83 Full movie Review : A team from India, considered underdogs, won the country’s first-ever World Cup title in 1983 under Captain Kapil Dev. In ’83, Kabir Khan beautifully captures this team’s journey of inspiring a continent to believe in its cricketers and pinning its hopes in them by returning home as world champions.
First few minutes of the film, Kabir Khan introduces the audience to characters through an intelligently crafted passport sequence. Also, he uses dialog and light conversation to let you know that Indians were not confident that India could win the World Cup. It’s precisely at that point that you realize this film isn’t about winning on a global scale, it’s about earning respect.
Throughout the film, Kabir juxtaposes real images with reel images, causing the audience to sit up and take notice of how much time and effort was put into research and recreation (the scenes look exactly as they did during the 1983 World Cup matches) of pivotal moments in Team India’s journey. Drama as well as sport were clearly incorporated into the film. This was ultimately successful.
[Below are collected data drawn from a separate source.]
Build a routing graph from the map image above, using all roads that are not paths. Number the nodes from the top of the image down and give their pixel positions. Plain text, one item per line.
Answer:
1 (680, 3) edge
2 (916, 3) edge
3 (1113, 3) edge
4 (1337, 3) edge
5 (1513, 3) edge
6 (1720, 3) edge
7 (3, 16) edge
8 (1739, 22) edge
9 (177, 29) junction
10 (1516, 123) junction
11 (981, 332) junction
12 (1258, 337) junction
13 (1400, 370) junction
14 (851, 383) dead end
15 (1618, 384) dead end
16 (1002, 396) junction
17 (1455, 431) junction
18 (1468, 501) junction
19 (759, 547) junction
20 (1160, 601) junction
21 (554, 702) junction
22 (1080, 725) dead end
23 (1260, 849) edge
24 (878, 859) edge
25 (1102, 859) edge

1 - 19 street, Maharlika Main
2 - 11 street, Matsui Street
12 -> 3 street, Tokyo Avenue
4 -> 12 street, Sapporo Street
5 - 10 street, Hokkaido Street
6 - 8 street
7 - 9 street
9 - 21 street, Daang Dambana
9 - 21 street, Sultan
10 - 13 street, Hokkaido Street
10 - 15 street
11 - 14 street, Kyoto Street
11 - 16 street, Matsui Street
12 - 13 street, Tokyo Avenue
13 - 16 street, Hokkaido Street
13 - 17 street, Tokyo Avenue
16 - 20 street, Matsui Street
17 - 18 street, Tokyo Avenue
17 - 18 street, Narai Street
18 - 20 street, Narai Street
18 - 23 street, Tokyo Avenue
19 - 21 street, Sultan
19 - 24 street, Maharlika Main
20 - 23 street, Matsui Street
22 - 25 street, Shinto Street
In 1983, when India won the World Cup Finals, it knocked out the West Indies, which was a near-unbeatable team during that time. There was a point during the tournament when Team India’s expectations were so low that a broadcaster could easily choose to show a game between West Indies and Australia over the clash between India and Zimbabwe. Those legendary innings by Indian skipper Kapil Dev with the Mongoose bat had not previously been captured by cameras.
That sequence alone will be worth the price of admission if you’re watching this film. Besides saving the day for India, Kapil Dev’s innings earned India a spot at the table and the respect it had been lacking from all corners until then – the cricket board back home, Indians living in India and abroad, the international press, and even those who have already made their mark.
This lack of respect for the captain’s desire to win the world cup is evident at different points in the film, which highlights what ultimately drove the team to achieve its goal. A dramatic film about Kabir Khan’s dramatic ’83 highlights the highs, lows, glorious wins, painful defeats, and the internal turmoil experienced by each player, as well as their journeys to create a team that could defeat the mightiest men in the gentleman’s game.
With Ranveer Singh accurately recreating Kapil Dev’s unmissable style of talking, mimicking his Natraj shot on the ground, and recreating his bowling action and body language, you immediately know you’re immersed in a sports drama about the game of cricket. The more he talks about why he feels, perceives, and thinks the way he does about the sport, the more you understand the reasons for his distinction in the sport. In the film, we learn about the emotional effects of seeing Kapil Dev holding the world cup each time we see it; the picture has become iconic.
On the surface, ‘83’ is a story about a team overcoming odds and winning. As you go deeper into the film, you realize each actor effortlessly portrays an iconic cricketer from the 1983 team, which gives the impression that this is a picture crafted with a skillfully written narrative, supported by internalised performances, and each department contributing their own brilliance. Ranveer plays the captain here, but Tahir Raj Bhasin, Boman Irani, Hardy Sandhu, Jatin Sarna, Ammy Virk, and Hardy Sandhu are also among those who add a shiny quality to this film.
We must also draw attention to the way the iconic moments of Team India’s journey in the 1983 World Cup were portrayed for the film. Drama and emotions were woven seamlessly into the film.
The film’s writers deserve credit for seamlessly weaving it all together. Based on real events, one cannot take too many cinematic liberties with this film. You will see that at the end of the day, it was an internal journey of a group of underdogs, who had to fight their own odds both internally and externally – a factor that as Indians we will all be able to relate to, notably in light of the sport 83 is based on and the time period in which the events took place.
I agree with your assessment that 83 overplays the nationalism rhetoric. By its own spirit, the film’s rhetoric scenes would have succeeded in driving home the point. There was potential for good music in ’83, which could have given the story more tempo. However, Kabir Khan does once again set himself a high bar with this.